Since then, the foundation has contributed $8.6 million to 290 projects, said foundation Executive Director Carolyn Mentesana. Those projects run the gamut from a mobile pet adoption unit, high school fire department academy and Meals on Wheels to cancer care programs and rape crisis counseling.

“There but for that vision, none of this would have been possible,” Mentesana said.

More changes for the foundation could be forthcoming. The council will have a retreat at the Arlington Convention Center on June 3 to evaluate the foundation and how it is operating.

The retreat will also help council members who are new to the board get more familiar with the organization. Cluck said any changes would probably be along the lines of fine-tuning the foundation.

“I think we’re operating very efficiently,” he said.

Latest grants approved

At a May 20 meeting, the restructured board navigated its way through 10 grant requests. Although most of the advisory committee’s recommendations were approved, some board members balked at grant requests that wouldn’t benefit large numbers of Arlington residents.

For instance, a request from the Make-A-Wish Foundation for $10,000 to underwrite the wishes of two Arlington children was denied. Members said it was a worthy cause, but some felt it did not have enough community impact.

But the majority of grants won approval, among them $35,000 for the “Ansel Adams Masterworks” exhibit at the Arlington Museum of Art, $100,000 for a passenger bus to serve the city’s senior centers, $130,000 for lighting at Vandergriff Skatepark and $100,000 to install new playground equipment at Bob McFarland Park.

$4 million for library?

A grant application for the largest amount of money ever requested of the foundation is expected this summer. City staff members are recommending that $4 million for a new central library downtown come from the foundation’s $5 million reserve fund.
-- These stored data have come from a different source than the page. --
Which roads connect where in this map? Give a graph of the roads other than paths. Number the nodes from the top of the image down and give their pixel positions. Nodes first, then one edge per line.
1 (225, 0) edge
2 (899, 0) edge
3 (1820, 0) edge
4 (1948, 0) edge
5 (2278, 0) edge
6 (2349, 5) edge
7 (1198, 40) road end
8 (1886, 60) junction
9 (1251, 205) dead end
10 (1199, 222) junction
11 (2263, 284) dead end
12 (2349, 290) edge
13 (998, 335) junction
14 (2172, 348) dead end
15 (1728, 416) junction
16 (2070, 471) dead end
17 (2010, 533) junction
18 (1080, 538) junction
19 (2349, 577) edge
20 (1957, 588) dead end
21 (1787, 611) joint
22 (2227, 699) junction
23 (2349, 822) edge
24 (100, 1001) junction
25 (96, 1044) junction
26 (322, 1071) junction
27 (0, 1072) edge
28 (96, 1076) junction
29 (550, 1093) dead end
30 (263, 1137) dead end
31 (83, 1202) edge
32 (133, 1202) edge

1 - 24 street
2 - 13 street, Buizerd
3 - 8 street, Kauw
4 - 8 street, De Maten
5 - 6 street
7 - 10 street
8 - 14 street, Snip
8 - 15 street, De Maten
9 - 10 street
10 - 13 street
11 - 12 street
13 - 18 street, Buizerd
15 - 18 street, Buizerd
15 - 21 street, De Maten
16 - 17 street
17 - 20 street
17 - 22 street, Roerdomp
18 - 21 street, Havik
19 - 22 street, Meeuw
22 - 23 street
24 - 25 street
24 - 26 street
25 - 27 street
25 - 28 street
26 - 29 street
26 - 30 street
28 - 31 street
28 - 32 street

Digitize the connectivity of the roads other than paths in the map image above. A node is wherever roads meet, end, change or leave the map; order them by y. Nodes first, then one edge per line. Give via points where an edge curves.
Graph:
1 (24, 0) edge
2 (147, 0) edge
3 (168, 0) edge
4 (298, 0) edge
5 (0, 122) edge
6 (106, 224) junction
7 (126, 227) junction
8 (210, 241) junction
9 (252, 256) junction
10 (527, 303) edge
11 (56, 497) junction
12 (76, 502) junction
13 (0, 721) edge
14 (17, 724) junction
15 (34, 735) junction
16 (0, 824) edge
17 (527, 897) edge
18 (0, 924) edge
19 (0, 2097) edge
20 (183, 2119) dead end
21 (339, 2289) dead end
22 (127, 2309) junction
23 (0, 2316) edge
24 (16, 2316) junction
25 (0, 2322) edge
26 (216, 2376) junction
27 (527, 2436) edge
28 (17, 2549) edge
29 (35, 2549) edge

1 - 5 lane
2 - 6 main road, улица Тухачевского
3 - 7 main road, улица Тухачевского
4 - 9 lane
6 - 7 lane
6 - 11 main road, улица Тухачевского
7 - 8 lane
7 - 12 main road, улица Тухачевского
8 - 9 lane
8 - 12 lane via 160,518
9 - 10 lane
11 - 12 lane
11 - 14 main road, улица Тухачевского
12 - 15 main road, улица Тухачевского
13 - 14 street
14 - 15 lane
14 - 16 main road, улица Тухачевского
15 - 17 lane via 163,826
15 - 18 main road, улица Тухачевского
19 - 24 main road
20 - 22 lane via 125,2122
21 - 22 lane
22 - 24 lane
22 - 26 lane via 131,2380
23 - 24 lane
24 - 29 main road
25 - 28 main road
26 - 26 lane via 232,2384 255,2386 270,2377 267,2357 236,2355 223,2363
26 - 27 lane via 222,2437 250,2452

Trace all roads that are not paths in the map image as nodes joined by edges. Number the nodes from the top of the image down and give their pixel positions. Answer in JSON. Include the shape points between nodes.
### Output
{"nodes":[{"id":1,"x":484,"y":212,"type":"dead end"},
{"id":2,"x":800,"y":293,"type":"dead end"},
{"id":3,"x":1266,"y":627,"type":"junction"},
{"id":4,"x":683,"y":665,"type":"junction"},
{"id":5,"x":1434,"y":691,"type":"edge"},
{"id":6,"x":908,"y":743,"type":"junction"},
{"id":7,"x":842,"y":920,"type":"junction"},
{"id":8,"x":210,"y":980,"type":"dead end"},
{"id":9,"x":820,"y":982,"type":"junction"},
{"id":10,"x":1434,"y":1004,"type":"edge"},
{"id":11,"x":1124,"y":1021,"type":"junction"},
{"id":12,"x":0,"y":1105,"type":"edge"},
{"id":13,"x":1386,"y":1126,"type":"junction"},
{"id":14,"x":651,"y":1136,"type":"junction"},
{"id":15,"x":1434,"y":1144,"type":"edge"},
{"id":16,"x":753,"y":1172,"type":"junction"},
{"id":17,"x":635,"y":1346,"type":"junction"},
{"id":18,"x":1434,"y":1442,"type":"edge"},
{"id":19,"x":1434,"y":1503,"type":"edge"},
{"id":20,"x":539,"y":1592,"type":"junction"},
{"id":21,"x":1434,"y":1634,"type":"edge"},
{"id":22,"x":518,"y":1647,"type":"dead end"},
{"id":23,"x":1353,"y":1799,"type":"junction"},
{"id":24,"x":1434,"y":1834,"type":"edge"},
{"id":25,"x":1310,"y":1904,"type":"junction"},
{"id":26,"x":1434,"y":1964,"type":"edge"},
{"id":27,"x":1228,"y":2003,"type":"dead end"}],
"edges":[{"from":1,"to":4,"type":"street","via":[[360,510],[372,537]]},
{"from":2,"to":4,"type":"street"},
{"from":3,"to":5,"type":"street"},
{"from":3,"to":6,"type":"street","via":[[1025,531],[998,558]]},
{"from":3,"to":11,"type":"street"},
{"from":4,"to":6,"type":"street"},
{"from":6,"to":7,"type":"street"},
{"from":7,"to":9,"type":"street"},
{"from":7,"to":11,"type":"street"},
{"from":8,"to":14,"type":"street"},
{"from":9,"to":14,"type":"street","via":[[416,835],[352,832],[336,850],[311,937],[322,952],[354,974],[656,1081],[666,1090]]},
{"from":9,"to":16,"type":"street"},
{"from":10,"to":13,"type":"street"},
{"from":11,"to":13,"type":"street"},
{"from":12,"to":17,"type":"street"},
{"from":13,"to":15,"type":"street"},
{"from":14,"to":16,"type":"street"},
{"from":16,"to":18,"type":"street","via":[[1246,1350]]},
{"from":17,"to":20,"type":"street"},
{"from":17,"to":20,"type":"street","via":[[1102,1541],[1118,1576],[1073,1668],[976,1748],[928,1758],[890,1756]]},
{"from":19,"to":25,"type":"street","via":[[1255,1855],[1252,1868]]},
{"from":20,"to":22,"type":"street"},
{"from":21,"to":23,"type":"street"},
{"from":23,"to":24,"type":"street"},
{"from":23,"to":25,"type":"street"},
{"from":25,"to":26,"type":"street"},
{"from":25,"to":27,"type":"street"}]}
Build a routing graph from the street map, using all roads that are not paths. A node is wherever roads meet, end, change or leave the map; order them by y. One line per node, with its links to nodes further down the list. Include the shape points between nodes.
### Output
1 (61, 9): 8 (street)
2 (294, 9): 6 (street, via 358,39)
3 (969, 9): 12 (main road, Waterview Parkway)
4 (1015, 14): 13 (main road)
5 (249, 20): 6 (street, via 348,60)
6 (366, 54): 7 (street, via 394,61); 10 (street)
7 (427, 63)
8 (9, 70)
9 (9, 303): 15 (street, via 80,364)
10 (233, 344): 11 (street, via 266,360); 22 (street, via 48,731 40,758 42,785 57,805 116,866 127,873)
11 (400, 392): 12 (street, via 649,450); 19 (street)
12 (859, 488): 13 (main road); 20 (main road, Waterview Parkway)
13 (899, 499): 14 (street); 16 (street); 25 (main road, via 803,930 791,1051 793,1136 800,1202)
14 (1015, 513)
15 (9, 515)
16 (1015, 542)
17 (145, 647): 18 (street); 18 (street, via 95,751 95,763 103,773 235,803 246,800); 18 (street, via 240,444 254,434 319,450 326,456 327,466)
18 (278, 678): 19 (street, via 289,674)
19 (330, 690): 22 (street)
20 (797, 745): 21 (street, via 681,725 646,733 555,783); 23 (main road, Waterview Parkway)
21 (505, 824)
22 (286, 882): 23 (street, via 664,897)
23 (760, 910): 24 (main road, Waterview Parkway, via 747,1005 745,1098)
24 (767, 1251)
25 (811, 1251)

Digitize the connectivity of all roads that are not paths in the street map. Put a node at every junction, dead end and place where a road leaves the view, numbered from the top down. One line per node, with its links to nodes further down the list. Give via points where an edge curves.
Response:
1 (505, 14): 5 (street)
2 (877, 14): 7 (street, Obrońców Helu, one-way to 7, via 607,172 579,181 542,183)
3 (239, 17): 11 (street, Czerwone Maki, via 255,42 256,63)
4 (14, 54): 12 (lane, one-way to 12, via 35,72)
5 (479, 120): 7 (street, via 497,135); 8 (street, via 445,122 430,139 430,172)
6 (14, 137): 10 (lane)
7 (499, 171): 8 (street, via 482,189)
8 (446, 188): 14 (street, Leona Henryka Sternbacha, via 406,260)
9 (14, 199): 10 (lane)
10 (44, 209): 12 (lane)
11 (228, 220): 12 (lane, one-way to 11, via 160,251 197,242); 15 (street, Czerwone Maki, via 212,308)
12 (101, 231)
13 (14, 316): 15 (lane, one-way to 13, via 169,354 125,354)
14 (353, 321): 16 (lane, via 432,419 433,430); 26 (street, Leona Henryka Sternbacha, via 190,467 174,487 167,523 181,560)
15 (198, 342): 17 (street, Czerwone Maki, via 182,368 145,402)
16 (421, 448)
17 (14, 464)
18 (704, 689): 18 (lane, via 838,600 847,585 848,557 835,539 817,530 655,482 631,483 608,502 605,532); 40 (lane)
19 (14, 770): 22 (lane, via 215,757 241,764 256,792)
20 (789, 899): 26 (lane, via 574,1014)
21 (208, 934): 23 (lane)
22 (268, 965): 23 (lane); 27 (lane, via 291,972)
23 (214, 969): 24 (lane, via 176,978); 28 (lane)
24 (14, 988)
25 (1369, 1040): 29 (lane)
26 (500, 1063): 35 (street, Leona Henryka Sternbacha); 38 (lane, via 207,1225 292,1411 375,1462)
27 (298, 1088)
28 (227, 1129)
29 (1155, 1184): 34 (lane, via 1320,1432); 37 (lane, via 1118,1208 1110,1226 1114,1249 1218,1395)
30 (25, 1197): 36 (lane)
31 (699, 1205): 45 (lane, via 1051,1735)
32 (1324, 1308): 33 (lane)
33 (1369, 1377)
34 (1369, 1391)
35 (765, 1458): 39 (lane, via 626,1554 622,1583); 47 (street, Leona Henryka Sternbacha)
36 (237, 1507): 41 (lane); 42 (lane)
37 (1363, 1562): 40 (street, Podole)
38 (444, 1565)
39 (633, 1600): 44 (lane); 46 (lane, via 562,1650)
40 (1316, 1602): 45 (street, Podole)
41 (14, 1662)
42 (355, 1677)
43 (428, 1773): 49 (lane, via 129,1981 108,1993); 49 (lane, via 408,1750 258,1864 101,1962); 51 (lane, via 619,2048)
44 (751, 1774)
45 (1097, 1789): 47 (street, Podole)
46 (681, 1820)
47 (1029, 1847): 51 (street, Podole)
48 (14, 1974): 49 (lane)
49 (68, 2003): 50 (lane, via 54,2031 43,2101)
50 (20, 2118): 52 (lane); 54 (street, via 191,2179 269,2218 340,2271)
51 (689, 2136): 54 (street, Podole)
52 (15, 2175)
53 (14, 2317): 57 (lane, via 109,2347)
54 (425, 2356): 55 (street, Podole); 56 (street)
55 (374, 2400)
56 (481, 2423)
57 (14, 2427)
That fund, which was created from capital gains, had been set aside “for a large project that could have major impact,” Mentesana said.

The board has also discussed using the reserve to give grants during years when interest earnings fall short, but Cluck said it could be used for both that and the proposed $25 million library, which could replace the 40-year-old George W. Hawkes Central Library east of City Hall.

The current library needs extensive repairs and is too small to meet the public’s demands, according to city staff.

“Our library is pretty much in shambles,” Cluck said. “This project is one for the entire city.”